View previous topic :: View next topic
|
Author |
Message |
dejunzhu
Active User
Joined: 08 May 2008 Posts: 390 Location: China
|
|
|
|
Now I'm designing the massive data backup strategy , in order to achieve the best efficiency when query against these historical data.
Would u please give me some suggestions on this according to your rich experience?
Any possible solution is okay.
Thank you! |
|
Back to top |
|
|
bhairon singh rathore
New User
Joined: 19 Jun 2008 Posts: 91 Location: banglore
|
|
|
|
We can use Partitioned table for this and we can store data in different partition as per date e.g like store data of today in one partition and next date data in second partition and so on......when maximum partition is reached start again from first....
Again partition information can be stored in another table which contain partition and date only for each day.

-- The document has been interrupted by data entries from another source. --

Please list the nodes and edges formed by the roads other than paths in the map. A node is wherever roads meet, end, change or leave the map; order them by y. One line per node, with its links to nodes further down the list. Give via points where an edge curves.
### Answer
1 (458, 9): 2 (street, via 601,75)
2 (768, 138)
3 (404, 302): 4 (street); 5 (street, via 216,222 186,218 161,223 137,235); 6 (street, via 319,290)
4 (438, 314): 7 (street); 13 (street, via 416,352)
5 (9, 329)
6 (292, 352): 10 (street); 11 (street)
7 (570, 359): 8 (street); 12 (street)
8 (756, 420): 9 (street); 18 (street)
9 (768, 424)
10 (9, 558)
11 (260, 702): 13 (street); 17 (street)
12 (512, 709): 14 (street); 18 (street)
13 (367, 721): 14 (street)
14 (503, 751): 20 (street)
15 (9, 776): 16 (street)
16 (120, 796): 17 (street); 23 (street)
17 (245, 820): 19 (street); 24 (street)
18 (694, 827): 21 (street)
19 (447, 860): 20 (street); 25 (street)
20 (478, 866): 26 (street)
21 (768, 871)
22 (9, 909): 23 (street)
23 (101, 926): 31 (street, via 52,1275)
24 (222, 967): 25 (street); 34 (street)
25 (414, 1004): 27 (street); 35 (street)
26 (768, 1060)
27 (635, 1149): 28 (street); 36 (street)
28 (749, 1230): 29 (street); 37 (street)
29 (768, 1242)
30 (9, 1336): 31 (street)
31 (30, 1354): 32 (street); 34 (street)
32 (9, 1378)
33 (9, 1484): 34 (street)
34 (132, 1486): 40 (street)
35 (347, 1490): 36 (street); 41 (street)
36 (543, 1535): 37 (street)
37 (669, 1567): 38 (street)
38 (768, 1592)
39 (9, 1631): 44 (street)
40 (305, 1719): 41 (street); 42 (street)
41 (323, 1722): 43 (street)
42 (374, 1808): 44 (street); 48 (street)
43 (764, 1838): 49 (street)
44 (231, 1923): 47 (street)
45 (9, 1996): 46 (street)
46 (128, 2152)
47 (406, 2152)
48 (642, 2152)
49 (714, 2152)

While query you can join both table on the basis of partition and date and use date in where clause
Note :-date is only the example you can use any other unique values as per functionality |
|
Back to top |
|
|
enrico-sorichetti
Superior Member
Joined: 14 Mar 2007 Posts: 10888 Location: italy
|
|
|
|
Quote: |
Now I'm designing the massive data backup strategy , in order to achieve the best efficiency when query against these historical data. |
please use the right terminology ...
backup has nothing to do with historical data
they are two completely different beasts
historical data is just that... history ( and it might not even be online )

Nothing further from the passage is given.